We just got a puggle last Thursday so I know she's very new to everything at our house. She has been moved around a bit and I think abused by a man she seems to be afraid of them. She was great the first couple of days but slowly she seems to be having some issues. I want to get them resolved, but I want to go about them the right way because she's such a sweetie and I want to keep her. She's 11 months old beagle and pug mix, and she's not fixed.

My first Issue- She growls at everyone, especially my boyfriend when he leaves the room and comes back, or goes to work and comes home. She hasn’t been aggressive in anyway just growls at people but she won’t bit if you try to pet her then at all.

Second- She's peeing in her crate and I found two pillows today that she went on (only accidents she’s had so far). I took everything out of her crate ( I had a blanket in there), scrubbed it and put newspaper in it then she went on that so I took everything out. She doesn’t seem to like it but I don’t want her thinking its okay to go anywhere in the house even her crate. It’s not too big the next size down she can’t even turn around it because I had to exchange it for this one the next size up. She goes in the crate at night, when we go away, and whenever I can’t devote my full attention to her and the kids. Since she’s so new I don’t trust her around my kids without me monitoring.

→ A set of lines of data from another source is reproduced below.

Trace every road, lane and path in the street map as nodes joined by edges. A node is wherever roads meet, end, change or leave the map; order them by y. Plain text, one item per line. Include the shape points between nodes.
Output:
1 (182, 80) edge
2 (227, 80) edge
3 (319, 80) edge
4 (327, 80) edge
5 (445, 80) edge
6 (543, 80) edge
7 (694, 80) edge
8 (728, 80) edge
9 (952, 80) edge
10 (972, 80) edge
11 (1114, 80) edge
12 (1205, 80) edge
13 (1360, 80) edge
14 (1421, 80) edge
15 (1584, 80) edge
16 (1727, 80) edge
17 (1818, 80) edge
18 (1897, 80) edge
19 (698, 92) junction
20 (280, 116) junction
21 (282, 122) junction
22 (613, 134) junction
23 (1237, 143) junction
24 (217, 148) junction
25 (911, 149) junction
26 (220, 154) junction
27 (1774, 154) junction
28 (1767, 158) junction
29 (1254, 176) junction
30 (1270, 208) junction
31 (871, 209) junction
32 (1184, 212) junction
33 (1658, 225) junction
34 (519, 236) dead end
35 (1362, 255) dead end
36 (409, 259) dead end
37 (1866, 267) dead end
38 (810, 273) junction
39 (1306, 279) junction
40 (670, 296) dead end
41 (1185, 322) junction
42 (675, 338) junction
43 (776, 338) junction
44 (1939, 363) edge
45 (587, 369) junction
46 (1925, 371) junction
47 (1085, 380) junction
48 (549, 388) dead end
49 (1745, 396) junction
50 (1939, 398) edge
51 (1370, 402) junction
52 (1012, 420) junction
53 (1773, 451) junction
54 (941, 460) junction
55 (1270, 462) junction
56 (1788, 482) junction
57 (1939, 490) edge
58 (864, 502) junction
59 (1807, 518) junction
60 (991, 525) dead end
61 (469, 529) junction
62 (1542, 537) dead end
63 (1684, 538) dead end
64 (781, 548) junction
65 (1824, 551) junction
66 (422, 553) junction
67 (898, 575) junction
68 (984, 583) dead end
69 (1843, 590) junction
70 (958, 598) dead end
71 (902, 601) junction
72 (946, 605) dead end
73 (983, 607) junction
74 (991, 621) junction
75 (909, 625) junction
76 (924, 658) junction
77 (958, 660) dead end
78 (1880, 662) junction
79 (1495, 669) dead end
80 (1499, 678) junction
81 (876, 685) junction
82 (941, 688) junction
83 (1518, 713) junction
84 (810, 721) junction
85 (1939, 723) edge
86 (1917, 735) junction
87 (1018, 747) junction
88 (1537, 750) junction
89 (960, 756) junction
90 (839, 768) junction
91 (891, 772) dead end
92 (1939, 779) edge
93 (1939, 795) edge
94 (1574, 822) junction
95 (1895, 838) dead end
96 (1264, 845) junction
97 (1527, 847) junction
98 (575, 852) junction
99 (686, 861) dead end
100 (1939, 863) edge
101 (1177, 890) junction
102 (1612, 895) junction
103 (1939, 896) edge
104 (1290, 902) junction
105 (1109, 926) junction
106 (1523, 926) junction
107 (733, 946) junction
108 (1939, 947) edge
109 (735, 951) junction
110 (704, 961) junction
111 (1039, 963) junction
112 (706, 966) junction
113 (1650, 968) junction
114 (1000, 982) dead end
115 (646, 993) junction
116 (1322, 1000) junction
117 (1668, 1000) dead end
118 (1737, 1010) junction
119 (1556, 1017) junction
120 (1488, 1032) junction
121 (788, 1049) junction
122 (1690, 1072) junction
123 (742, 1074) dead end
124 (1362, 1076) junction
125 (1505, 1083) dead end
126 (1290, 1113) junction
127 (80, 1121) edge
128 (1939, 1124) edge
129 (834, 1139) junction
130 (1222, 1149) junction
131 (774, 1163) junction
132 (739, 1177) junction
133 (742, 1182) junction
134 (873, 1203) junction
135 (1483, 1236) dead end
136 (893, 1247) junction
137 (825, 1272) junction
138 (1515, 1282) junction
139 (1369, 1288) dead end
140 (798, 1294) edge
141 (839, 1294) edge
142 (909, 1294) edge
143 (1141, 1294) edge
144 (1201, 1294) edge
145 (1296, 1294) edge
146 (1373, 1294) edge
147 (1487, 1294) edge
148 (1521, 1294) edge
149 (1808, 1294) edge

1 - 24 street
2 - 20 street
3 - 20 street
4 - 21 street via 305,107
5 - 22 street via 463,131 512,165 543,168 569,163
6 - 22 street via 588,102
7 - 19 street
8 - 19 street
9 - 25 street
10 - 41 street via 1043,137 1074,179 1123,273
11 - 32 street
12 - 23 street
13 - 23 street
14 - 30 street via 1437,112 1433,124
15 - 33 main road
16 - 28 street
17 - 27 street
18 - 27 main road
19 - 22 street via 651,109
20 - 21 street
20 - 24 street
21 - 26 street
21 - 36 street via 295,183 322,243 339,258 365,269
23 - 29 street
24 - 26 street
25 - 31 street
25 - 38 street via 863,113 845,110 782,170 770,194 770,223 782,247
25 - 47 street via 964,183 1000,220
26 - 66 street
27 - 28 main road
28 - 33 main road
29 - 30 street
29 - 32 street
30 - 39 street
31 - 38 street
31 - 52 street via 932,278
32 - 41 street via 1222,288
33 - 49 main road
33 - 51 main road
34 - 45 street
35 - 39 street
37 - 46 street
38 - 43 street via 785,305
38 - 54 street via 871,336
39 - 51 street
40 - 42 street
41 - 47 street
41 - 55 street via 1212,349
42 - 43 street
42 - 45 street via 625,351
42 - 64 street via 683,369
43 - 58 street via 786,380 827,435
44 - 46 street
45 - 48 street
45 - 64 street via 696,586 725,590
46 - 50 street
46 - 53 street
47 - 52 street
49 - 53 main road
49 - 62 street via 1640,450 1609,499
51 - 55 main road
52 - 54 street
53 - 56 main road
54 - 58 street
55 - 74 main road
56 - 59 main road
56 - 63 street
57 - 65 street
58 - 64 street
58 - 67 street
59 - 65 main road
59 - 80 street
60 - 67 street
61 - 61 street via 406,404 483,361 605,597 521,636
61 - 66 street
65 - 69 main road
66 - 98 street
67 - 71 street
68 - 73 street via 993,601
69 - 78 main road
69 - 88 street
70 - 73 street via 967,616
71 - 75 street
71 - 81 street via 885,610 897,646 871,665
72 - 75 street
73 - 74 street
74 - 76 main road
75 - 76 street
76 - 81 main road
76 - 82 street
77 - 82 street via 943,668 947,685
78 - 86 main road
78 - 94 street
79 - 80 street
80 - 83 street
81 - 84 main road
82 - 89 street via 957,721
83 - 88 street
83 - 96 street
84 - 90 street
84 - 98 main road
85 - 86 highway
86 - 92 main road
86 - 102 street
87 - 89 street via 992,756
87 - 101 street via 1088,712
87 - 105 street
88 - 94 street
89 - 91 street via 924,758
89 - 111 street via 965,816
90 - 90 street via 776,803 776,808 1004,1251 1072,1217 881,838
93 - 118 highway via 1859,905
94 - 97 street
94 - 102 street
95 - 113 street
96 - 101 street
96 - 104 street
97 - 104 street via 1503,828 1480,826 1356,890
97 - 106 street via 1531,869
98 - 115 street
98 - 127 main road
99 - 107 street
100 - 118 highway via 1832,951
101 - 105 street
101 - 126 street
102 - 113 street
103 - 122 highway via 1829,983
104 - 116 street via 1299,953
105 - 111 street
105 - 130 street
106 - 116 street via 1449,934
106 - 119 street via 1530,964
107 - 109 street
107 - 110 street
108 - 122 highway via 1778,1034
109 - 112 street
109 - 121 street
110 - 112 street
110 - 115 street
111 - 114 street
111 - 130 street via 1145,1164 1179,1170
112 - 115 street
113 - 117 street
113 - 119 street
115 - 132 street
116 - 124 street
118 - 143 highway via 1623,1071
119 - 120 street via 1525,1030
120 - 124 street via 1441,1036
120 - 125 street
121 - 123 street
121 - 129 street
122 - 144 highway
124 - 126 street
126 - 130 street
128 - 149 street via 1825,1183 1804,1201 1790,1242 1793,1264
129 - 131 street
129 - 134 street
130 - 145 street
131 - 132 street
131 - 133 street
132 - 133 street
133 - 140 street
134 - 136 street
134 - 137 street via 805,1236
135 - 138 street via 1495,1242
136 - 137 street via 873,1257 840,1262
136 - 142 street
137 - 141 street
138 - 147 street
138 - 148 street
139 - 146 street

Third- As soon as the sun comes up she starts with that hound dog bark, so I get up and let her outside and she does nothing every morning. We’re all on second shift so the last thing I want is too get up at sunrise and let a dog out that doesn’t even go to the bathroom. If I let her outside she whines and barks non-stop, if I bring her back in and crate her she continues to bark and I can’t have that with a 1 and 3 year old sleeping. How do I get her on our time? Anyway to tame down her barking?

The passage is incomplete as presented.